**PROBLEM DETAILS**.
The records below are to be reproduced word for word.

**EXERCISE MATERIAL**.
· · · · ·

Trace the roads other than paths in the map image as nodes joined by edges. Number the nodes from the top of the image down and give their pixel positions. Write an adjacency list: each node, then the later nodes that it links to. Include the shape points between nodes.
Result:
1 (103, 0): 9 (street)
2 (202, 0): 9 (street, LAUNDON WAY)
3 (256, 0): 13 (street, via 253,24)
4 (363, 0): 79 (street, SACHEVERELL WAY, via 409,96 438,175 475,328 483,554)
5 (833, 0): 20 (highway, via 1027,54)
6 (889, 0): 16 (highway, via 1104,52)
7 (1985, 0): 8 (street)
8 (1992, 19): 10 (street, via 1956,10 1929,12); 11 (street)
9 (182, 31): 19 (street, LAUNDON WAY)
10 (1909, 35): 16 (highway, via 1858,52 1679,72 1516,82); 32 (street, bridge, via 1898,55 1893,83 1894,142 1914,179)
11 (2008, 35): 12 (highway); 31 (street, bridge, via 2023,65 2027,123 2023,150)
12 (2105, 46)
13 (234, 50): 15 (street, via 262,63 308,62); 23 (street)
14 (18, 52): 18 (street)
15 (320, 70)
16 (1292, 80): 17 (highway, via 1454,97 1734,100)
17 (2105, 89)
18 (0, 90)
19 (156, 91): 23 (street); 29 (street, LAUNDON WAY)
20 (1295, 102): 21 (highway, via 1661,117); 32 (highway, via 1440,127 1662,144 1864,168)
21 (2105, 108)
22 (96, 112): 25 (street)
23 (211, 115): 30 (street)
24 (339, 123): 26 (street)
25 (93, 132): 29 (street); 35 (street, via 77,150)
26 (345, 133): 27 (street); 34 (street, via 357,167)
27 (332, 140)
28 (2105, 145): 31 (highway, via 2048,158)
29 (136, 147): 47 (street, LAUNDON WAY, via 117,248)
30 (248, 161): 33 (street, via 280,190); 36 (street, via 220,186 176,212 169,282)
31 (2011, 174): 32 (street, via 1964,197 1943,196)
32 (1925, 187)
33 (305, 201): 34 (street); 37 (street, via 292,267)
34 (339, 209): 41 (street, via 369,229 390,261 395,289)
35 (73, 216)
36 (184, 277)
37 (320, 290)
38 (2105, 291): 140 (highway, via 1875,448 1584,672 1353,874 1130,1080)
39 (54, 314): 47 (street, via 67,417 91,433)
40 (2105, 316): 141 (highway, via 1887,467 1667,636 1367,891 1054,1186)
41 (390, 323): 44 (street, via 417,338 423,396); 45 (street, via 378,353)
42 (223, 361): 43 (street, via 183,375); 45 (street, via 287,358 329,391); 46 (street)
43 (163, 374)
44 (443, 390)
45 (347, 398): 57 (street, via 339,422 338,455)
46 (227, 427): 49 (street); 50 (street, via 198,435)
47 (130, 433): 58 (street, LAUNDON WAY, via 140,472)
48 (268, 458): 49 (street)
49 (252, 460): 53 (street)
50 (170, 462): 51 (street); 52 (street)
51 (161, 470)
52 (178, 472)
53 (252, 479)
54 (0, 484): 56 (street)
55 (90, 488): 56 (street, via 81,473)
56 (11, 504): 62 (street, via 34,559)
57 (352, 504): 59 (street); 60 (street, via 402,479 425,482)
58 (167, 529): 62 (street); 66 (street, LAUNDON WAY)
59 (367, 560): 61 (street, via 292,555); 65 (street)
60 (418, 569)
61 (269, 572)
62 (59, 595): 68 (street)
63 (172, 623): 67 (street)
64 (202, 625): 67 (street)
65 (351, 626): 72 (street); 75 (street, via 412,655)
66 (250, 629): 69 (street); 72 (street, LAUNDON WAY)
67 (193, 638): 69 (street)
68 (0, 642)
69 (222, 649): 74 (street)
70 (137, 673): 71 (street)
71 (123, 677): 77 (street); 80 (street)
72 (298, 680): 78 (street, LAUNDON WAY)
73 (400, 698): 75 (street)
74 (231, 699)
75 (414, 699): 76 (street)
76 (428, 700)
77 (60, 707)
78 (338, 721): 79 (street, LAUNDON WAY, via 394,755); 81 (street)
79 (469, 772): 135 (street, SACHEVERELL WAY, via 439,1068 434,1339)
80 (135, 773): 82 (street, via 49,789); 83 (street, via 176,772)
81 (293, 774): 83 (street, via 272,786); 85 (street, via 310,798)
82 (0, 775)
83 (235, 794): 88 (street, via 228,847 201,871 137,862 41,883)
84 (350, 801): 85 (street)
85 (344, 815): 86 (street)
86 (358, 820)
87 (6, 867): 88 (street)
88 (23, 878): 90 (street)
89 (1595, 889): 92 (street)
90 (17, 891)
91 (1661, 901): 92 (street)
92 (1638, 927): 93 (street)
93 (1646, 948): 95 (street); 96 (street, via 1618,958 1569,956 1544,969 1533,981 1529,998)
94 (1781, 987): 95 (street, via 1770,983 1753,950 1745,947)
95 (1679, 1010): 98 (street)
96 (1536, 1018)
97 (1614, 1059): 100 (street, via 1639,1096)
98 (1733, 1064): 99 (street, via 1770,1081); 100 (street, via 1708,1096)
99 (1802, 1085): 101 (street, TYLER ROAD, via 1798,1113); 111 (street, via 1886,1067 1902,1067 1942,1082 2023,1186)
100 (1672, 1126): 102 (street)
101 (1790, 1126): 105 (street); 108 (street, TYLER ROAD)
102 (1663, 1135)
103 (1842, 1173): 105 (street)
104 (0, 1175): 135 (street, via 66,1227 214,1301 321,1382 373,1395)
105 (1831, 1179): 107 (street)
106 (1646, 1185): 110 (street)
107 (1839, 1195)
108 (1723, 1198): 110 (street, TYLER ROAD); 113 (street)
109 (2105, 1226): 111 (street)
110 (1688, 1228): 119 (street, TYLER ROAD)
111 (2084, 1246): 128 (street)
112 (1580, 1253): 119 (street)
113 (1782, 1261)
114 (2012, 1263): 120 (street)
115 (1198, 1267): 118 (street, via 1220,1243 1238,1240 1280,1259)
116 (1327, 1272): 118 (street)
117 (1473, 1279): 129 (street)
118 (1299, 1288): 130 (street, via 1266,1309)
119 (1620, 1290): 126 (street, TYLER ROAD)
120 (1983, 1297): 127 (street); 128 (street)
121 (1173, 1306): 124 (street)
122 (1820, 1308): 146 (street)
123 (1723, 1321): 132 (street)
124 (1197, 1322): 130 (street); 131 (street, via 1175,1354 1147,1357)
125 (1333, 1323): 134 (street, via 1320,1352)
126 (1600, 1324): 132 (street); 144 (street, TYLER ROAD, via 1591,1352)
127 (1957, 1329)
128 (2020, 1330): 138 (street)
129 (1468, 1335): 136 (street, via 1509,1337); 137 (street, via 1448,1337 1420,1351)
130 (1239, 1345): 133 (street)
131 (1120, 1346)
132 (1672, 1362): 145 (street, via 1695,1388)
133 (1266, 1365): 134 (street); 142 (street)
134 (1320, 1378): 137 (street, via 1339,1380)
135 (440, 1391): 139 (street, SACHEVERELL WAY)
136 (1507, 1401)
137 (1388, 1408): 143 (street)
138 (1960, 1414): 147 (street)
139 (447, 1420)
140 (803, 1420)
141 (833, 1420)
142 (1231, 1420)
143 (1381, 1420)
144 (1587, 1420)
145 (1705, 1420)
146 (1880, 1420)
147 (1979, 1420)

· · · · ·

**WORKED SOLUTION**.
Trace the roads other than paths in the map image as nodes joined by edges. Number the nodes from the top of the image down and give their pixel positions. Write an adjacency list: each node, then the later nodes that it links to. Include the shape points between nodes.
Result:
1 (103, 0): 9 (street)
2 (202, 0): 9 (street, LAUNDON WAY)
3 (256, 0): 13 (street, via 253,24)
4 (363, 0): 79 (street, SACHEVERELL WAY, via 409,96 438,175 475,328 483,554)
5 (833, 0): 20 (highway, via 1027,54)
6 (889, 0): 16 (highway, via 1104,52)
7 (1985, 0): 8 (street)
8 (1992, 19): 10 (street, via 1956,10 1929,12); 11 (street)
9 (182, 31): 19 (street, LAUNDON WAY)
10 (1909, 35): 16 (highway, via 1858,52 1679,72 1516,82); 32 (street, bridge, via 1898,55 1893,83 1894,142 1914,179)
11 (2008, 35): 12 (highway); 31 (street, bridge, via 2023,65 2027,123 2023,150)
12 (2105, 46)
13 (234, 50): 15 (street, via 262,63 308,62); 23 (street)
14 (18, 52): 18 (street)
15 (320, 70)
16 (1292, 80): 17 (highway, via 1454,97 1734,100)
17 (2105, 89)
18 (0, 90)
19 (156, 91): 23 (street); 29 (street, LAUNDON WAY)
20 (1295, 102): 21 (highway, via 1661,117); 32 (highway, via 1440,127 1662,144 1864,168)
21 (2105, 108)
22 (96, 112): 25 (street)
23 (211, 115): 30 (street)
24 (339, 123): 26 (street)
25 (93, 132): 29 (street); 35 (street, via 77,150)
26 (345, 133): 27 (street); 34 (street, via 357,167)
27 (332, 140)
28 (2105, 145): 31 (highway, via 2048,158)
29 (136, 147): 47 (street, LAUNDON WAY, via 117,248)
30 (248, 161): 33 (street, via 280,190); 36 (street, via 220,186 176,212 169,282)
31 (2011, 174): 32 (street, via 1964,197 1943,196)
32 (1925, 187)
33 (305, 201): 34 (street); 37 (street, via 292,267)
34 (339, 209): 41 (street, via 369,229 390,261 395,289)
35 (73, 216)
36 (184, 277)
37 (320, 290)
38 (2105, 291): 140 (highway, via 1875,448 1584,672 1353,874 1130,1080)
39 (54, 314): 47 (street, via 67,417 91,433)
40 (2105, 316): 141 (highway, via 1887,467 1667,636 1367,891 1054,1186)
41 (390, 323): 44 (street, via 417,338 423,396); 45 (street, via 378,353)
42 (223, 361): 43 (street, via 183,375); 45 (street, via 287,358 329,391); 46 (street)
43 (163, 374)
44 (443, 390)
45 (347, 398): 57 (street, via 339,422 338,455)
46 (227, 427): 49 (street); 50 (street, via 198,435)
47 (130, 433): 58 (street, LAUNDON WAY, via 140,472)
48 (268, 458): 49 (street)
49 (252, 460): 53 (street)
50 (170, 462): 51 (street); 52 (street)
51 (161, 470)
52 (178, 472)
53 (252, 479)
54 (0, 484): 56 (street)
55 (90, 488): 56 (street, via 81,473)
56 (11, 504): 62 (street, via 34,559)
57 (352, 504): 59 (street); 60 (street, via 402,479 425,482)
58 (167, 529): 62 (street); 66 (street, LAUNDON WAY)
59 (367, 560): 61 (street, via 292,555); 65 (street)
60 (418, 569)
61 (269, 572)
62 (59, 595): 68 (street)
63 (172, 623): 67 (street)
64 (202, 625): 67 (street)
65 (351, 626): 72 (street); 75 (street, via 412,655)
66 (250, 629): 69 (street); 72 (street, LAUNDON WAY)
67 (193, 638): 69 (street)
68 (0, 642)
69 (222, 649): 74 (street)
70 (137, 673): 71 (street)
71 (123, 677): 77 (street); 80 (street)
72 (298, 680): 78 (street, LAUNDON WAY)
73 (400, 698): 75 (street)
74 (231, 699)
75 (414, 699): 76 (street)
76 (428, 700)
77 (60, 707)
78 (338, 721): 79 (street, LAUNDON WAY, via 394,755); 81 (street)
79 (469, 772): 135 (street, SACHEVERELL WAY, via 439,1068 434,1339)
80 (135, 773): 82 (street, via 49,789); 83 (street, via 176,772)
81 (293, 774): 83 (street, via 272,786); 85 (street, via 310,798)
82 (0, 775)
83 (235, 794): 88 (street, via 228,847 201,871 137,862 41,883)
84 (350, 801): 85 (street)
85 (344, 815): 86 (street)
86 (358, 820)
87 (6, 867): 88 (street)
88 (23, 878): 90 (street)
89 (1595, 889): 92 (street)
90 (17, 891)
91 (1661, 901): 92 (street)
92 (1638, 927): 93 (street)
93 (1646, 948): 95 (street); 96 (street, via 1618,958 1569,956 1544,969 1533,981 1529,998)
94 (1781, 987): 95 (street, via 1770,983 1753,950 1745,947)
95 (1679, 1010): 98 (street)
96 (1536, 1018)
97 (1614, 1059): 100 (street, via 1639,1096)
98 (1733, 1064): 99 (street, via 1770,1081); 100 (street, via 1708,1096)
99 (1802, 1085): 101 (street, TYLER ROAD, via 1798,1113); 111 (street, via 1886,1067 1902,1067 1942,1082 2023,1186)
100 (1672, 1126): 102 (street)
101 (1790, 1126): 105 (street); 108 (street, TYLER ROAD)
102 (1663, 1135)
103 (1842, 1173): 105 (street)
104 (0, 1175): 135 (street, via 66,1227 214,1301 321,1382 373,1395)
105 (1831, 1179): 107 (street)
106 (1646, 1185): 110 (street)
107 (1839, 1195)
108 (1723, 1198): 110 (street, TYLER ROAD); 113 (street)
109 (2105, 1226): 111 (street)
110 (1688, 1228): 119 (street, TYLER ROAD)
111 (2084, 1246): 128 (street)
112 (1580, 1253): 119 (street)
113 (1782, 1261)
114 (2012, 1263): 120 (street)
115 (1198, 1267): 118 (street, via 1220,1243 1238,1240 1280,1259)
116 (1327, 1272): 118 (street)
117 (1473, 1279): 129 (street)
118 (1299, 1288): 130 (street, via 1266,1309)
119 (1620, 1290): 126 (street, TYLER ROAD)
120 (1983, 1297): 127 (street); 128 (street)
121 (1173, 1306): 124 (street)
122 (1820, 1308): 146 (street)
123 (1723, 1321): 132 (street)
124 (1197, 1322): 130 (street); 131 (street, via 1175,1354 1147,1357)
125 (1333, 1323): 134 (street, via 1320,1352)
126 (1600, 1324): 132 (street); 144 (street, TYLER ROAD, via 1591,1352)
127 (1957, 1329)
128 (2020, 1330): 138 (street)
129 (1468, 1335): 136 (street, via 1509,1337); 137 (street, via 1448,1337 1420,1351)
130 (1239, 1345): 133 (street)
131 (1120, 1346)
132 (1672, 1362): 145 (street, via 1695,1388)
133 (1266, 1365): 134 (street); 142 (street)
134 (1320, 1378): 137 (street, via 1339,1380)
135 (440, 1391): 139 (street, SACHEVERELL WAY)
136 (1507, 1401)
137 (1388, 1408): 143 (street)
138 (1960, 1414): 147 (street)
139 (447, 1420)
140 (803, 1420)
141 (833, 1420)
142 (1231, 1420)
143 (1381, 1420)
144 (1587, 1420)
145 (1705, 1420)
146 (1880, 1420)
147 (1979, 1420)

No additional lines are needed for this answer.